■ ACTIVITY
In the material below, how many lines contain the word "Hawthorn"? The reply must be that number alone.

───── EXTRACTED DATA ─────

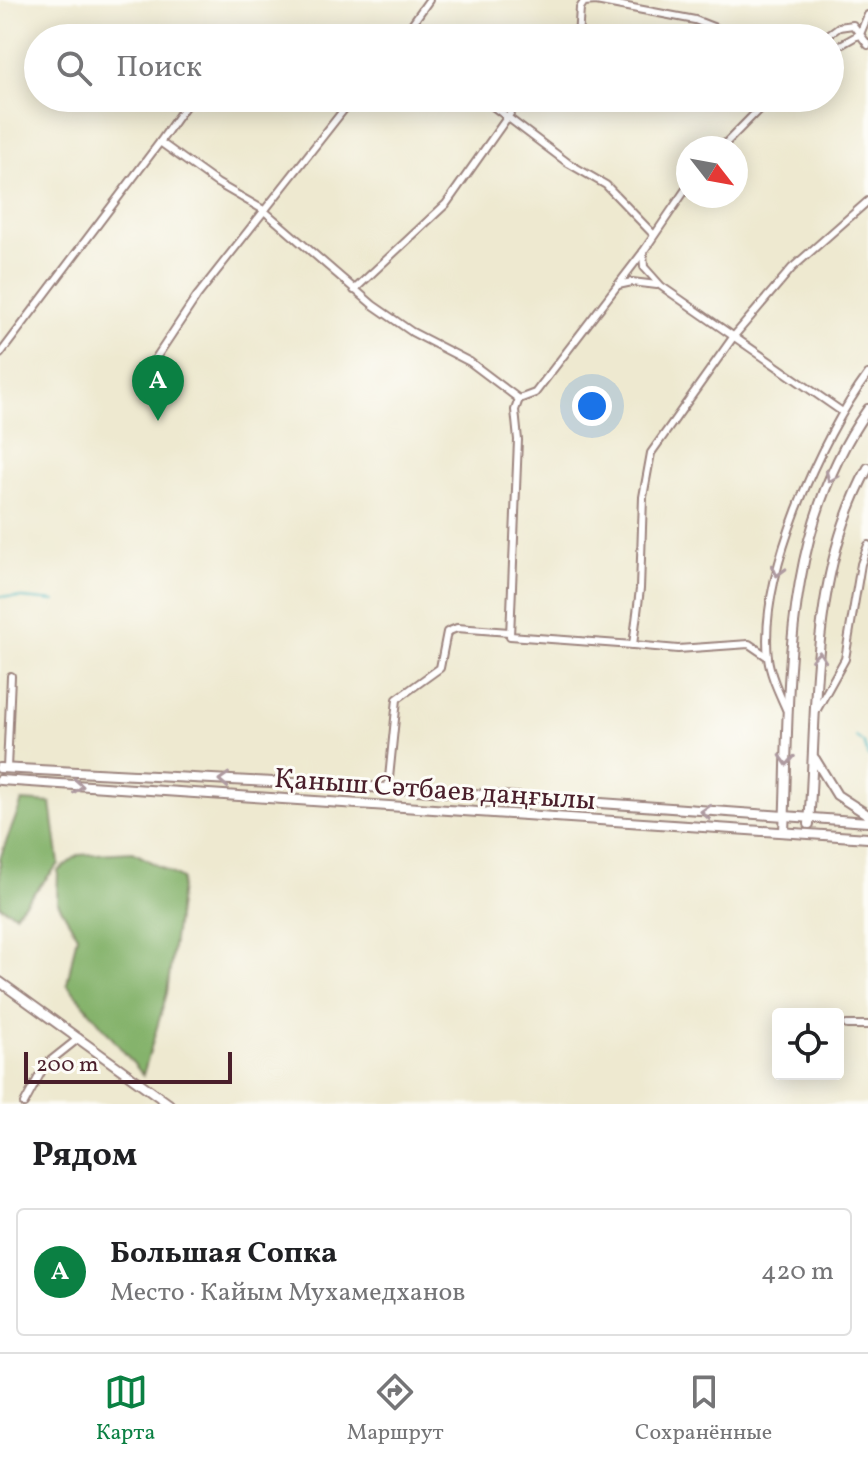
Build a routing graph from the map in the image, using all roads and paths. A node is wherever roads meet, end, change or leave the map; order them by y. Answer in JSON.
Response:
{"nodes":[{"id":1,"x":429,"y":0,"type":"edge"},
{"id":2,"x":596,"y":0,"type":"edge"},
{"id":3,"x":868,"y":15,"type":"edge"},
{"id":4,"x":412,"y":24,"type":"edge"},
{"id":5,"x":579,"y":24,"type":"edge"},
{"id":6,"x":705,"y":24,"type":"edge"},
{"id":7,"x":844,"y":26,"type":"edge"},
{"id":8,"x":860,"y":34,"type":"junction"},
{"id":9,"x":844,"y":43,"type":"edge"},
{"id":10,"x":868,"y":45,"type":"edge"},
{"id":11,"x":181,"y":112,"type":"edge"},
{"id":12,"x":342,"y":112,"type":"edge"},
{"id":13,"x":499,"y":112,"type":"edge"},
{"id":14,"x":509,"y":112,"type":"edge"},
{"id":15,"x":756,"y":112,"type":"edge"},
{"id":16,"x":505,"y":117,"type":"junction"},
{"id":17,"x":733,"y":136,"type":"edge"},
{"id":18,"x":160,"y":142,"type":"junction"},
{"id":19,"x":868,"y":201,"type":"edge"},
{"id":20,"x":676,"y":203,"type":"edge"},
{"id":21,"x":262,"y":209,"type":"junction"},
{"id":22,"x":654,"y":235,"type":"junction"},
{"id":23,"x":643,"y":252,"type":"junction"},
{"id":24,"x":618,"y":285,"type":"junction"},
{"id":25,"x":661,"y":286,"type":"junction"},
{"id":26,"x":354,"y":290,"type":"junction"},
{"id":27,"x":734,"y":336,"type":"junction"},
{"id":28,"x":0,"y":354,"type":"edge"},
{"id":29,"x":868,"y":374,"type":"edge"},
{"id":30,"x":136,"y":388,"type":"dead end"},
{"id":31,"x":519,"y":399,"type":"junction"},
{"id":32,"x":868,"y":409,"type":"edge"},
{"id":33,"x":841,"y":411,"type":"junction"},
{"id":34,"x":868,"y":468,"type":"edge"},
{"id":35,"x":868,"y":545,"type":"edge"},
{"id":36,"x":510,"y":634,"type":"junction"},
{"id":37,"x":633,"y":645,"type":"junction"},
{"id":38,"x":768,"y":657,"type":"junction"},
{"id":39,"x":11,"y":676,"type":"dead end"},
{"id":40,"x":815,"y":713,"type":"junction"},
{"id":41,"x":790,"y":716,"type":"junction"},
{"id":42,"x":814,"y":757,"type":"junction"},
{"id":43,"x":4,"y":768,"type":"edge"},
{"id":44,"x":0,"y":780,"type":"edge"},
{"id":45,"x":388,"y":788,"type":"junction"},
{"id":46,"x":868,"y":815,"type":"edge"},
{"id":47,"x":784,"y":818,"type":"junction"},
{"id":48,"x":810,"y":819,"type":"junction"},
{"id":49,"x":868,"y":822,"type":"edge"},
{"id":50,"x":784,"y":832,"type":"junction"},
{"id":51,"x":809,"y":834,"type":"junction"},
{"id":52,"x":868,"y":838,"type":"edge"},
{"id":53,"x":0,"y":982,"type":"edge"},
{"id":54,"x":847,"y":1025,"type":"dead end"},
{"id":55,"x":868,"y":1025,"type":"edge"},
{"id":56,"x":79,"y":1038,"type":"junction"},
{"id":57,"x":24,"y":1104,"type":"edge"},
{"id":58,"x":169,"y":1104,"type":"edge"}],
"edges":[{"from":1,"to":4,"type":"street"},
{"from":2,"to":5,"type":"street"},
{"from":2,"to":6,"type":"street"},
{"from":3,"to":8,"type":"street"},
{"from":7,"to":8,"type":"street"},
{"from":8,"to":9,"type":"street"},
{"from":8,"to":10,"type":"street"},
{"from":11,"to":18,"type":"street"},
{"from":12,"to":21,"type":"street"},
{"from":13,"to":16,"type":"street"},
{"from":14,"to":16,"type":"street"},
{"from":15,"to":17,"type":"street"},
{"from":16,"to":22,"type":"street"},
{"from":16,"to":26,"type":"street"},
{"from":18,"to":21,"type":"street"},
{"from":18,"to":28,"type":"street"},
{"from":19,"to":27,"type":"street"},
{"from":20,"to":22,"type":"street"},
{"from":21,"to":26,"type":"street"},
{"from":21,"to":30,"type":"street"},
{"from":22,"to":23,"type":"street"},
{"from":23,"to":24,"type":"street"},
{"from":23,"to":25,"type":"street"},
{"from":24,"to":25,"type":"street"},
{"from":24,"to":31,"type":"street"},
{"from":25,"to":27,"type":"street"},
{"from":26,"to":31,"type":"street"},
{"from":27,"to":33,"type":"street"},
{"from":27,"to":37,"type":"street"},
{"from":29,"to":33,"type":"street"},
{"from":31,"to":36,"type":"street"},
{"from":32,"to":41,"type":"main road","one_way":true},
{"from":33,"to":38,"type":"street","one_way":true},
{"from":40,"to":34,"type":"main road","one_way":true},
{"from":35,"to":40,"type":"street"},
{"from":36,"to":37,"type":"street"},
{"from":36,"to":45,"type":"street"},
{"from":37,"to":38,"type":"street"},
{"from":38,"to":41,"type":"street"},
{"from":39,"to":43,"type":"street"},
{"from":40,"to":42,"type":"main road"},
{"from":41,"to":47,"type":"main road","one_way":true},
{"from":42,"to":46,"type":"main road"},
{"from":42,"to":48,"type":"main road"},
{"from":45,"to":43,"type":"main road","name":"Қаныш Сәтбаев даңғылы","one_way":true},
{"from":44,"to":50,"type":"main road","name":"Қаныш Сәтбаев даңғылы","one_way":true},
{"from":47,"to":45,"type":"main road","name":"Қаныш Сәтбаев даңғылы","one_way":true},
{"from":47,"to":48,"type":"main road","name":"Қаныш Сәтбаев даңғылы"},
{"from":47,"to":50,"type":"main road"},
{"from":48,"to":49,"type":"main road","name":"Қаныш Сәтбаев даңғылы"},
{"from":48,"to":51,"type":"main road"},
{"from":50,"to":51,"type":"main road","name":"Қаныш Сәтбаев даңғылы"},
{"from":51,"to":52,"type":"main road","name":"Қаныш Сәтбаев даңғылы"},
{"from":53,"to":56,"type":"main road"},
{"from":54,"to":55,"type":"street"},
{"from":56,"to":57,"type":"street"},
{"from":56,"to":58,"type":"main road"}]}
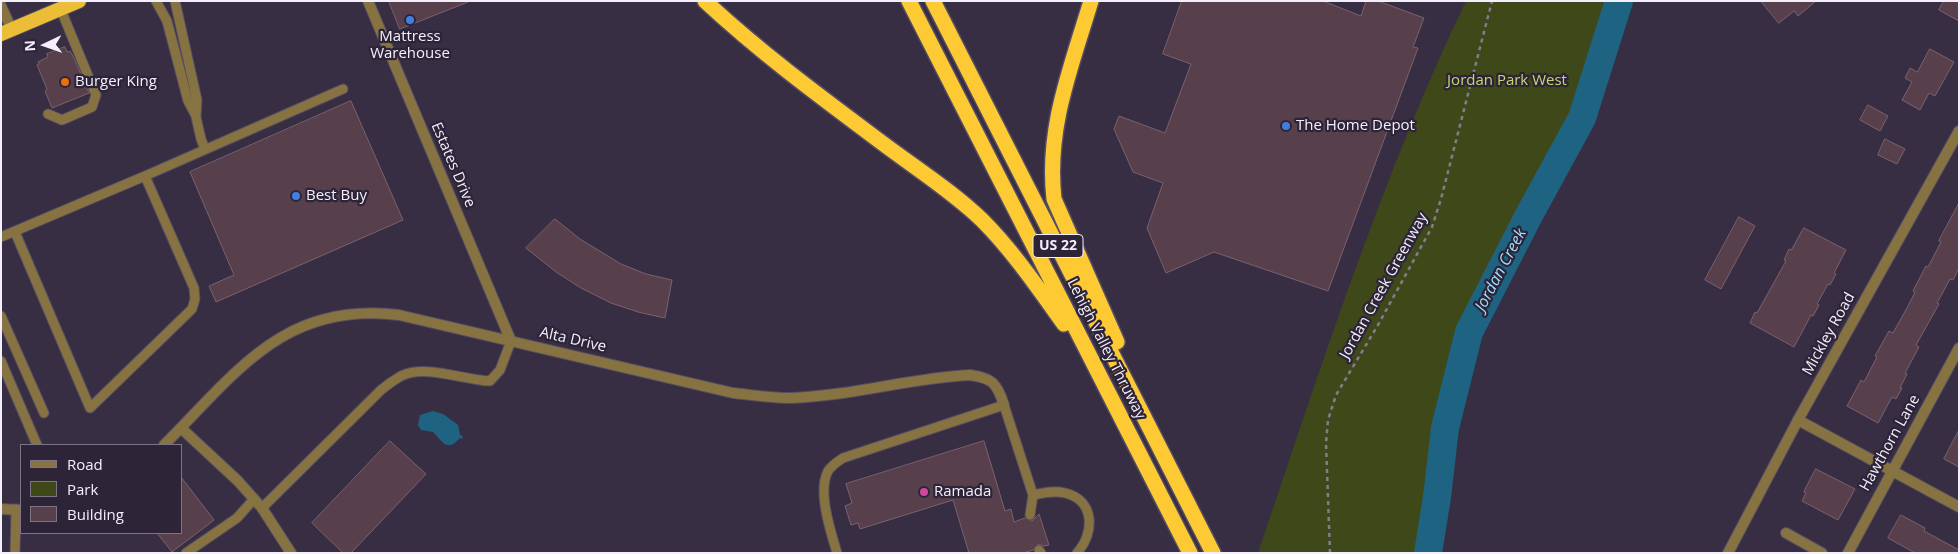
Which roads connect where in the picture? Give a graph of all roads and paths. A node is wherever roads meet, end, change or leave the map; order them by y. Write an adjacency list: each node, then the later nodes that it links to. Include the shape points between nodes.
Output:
1 (79, 1): 11 (highway)
2 (156, 1): 15 (lane, via 167,21 175,59)
3 (175, 1): 15 (lane, via 197,100)
4 (368, 1): 23 (street, Estates Drive)
5 (705, 1): 25 (highway, via 786,72 981,219 1013,253)
6 (909, 1): 25 (highway, Lehigh Valley Thruway / US 22)
7 (934, 1): 34 (highway, Lehigh Valley Thruway / US 22)
8 (1091, 1): 34 (highway, via 1056,119 1052,161 1054,199)
9 (1492, 1): 50 (path, Jordan Creek Greenway, via 1432,228 1336,394 1328,420)
10 (1, 6): 12 (street)
11 (61, 10): 12 (highway); 14 (lane, via 96,95 92,107 62,120)
12 (6, 32)
13 (344, 89): 17 (lane)
14 (48, 114)
15 (196, 117): 17 (lane)
16 (1959, 131): 29 (street, Mickley Road)
17 (205, 149): 18 (lane)
18 (145, 176): 19 (lane); 19 (lane, via 194,288 195,299 192,309 90,408)
19 (15, 232): 20 (lane)
20 (1, 237)
21 (1, 316): 22 (lane)
22 (4, 330): 28 (lane)
23 (511, 341): 27 (street, Alta Drive, via 733,393 763,397 816,396 954,376 983,377 996,385); 30 (street, Alta Drive, via 377,312 328,317 280,337 253,356); 38 (lane, via 500,370 490,381 426,371 402,376 381,390)
24 (1959, 348): 33 (street, Hawthorn Lane)
25 (1091, 360): 48 (highway, Lehigh Valley Thruway / US 22)
26 (1, 361): 31 (lane)
27 (1004, 405): 35 (lane); 46 (lane, via 833,464 827,473 825,505)
28 (44, 413)
29 (1798, 420): 33 (street); 51 (street, Mickley Road)
30 (181, 428): 32 (street, Alta Drive); 36 (street, via 216,458)
31 (36, 444)
32 (165, 444)
33 (1892, 471): 37 (street); 53 (street, Hawthorn Lane)
34 (1182, 490): 49 (highway, Lehigh Valley Thruway / US 22)
35 (1033, 496): 41 (lane); 47 (lane, via 1063,492 1084,504 1090,531)
36 (254, 499): 38 (street); 44 (lane, via 237,518)
37 (1959, 507)
38 (262, 508): 45 (street)
39 (1, 509): 40 (street)
40 (18, 509): 43 (lane)
41 (1030, 515)
42 (1786, 533): 52 (street)
43 (15, 553)
44 (186, 553)
45 (291, 553)
46 (837, 553)
47 (1077, 553)
48 (1190, 553)
49 (1213, 553)
50 (1330, 553)
51 (1728, 553)
52 (1822, 553)
53 (1848, 553)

─────

■ RESPONSE AREA
2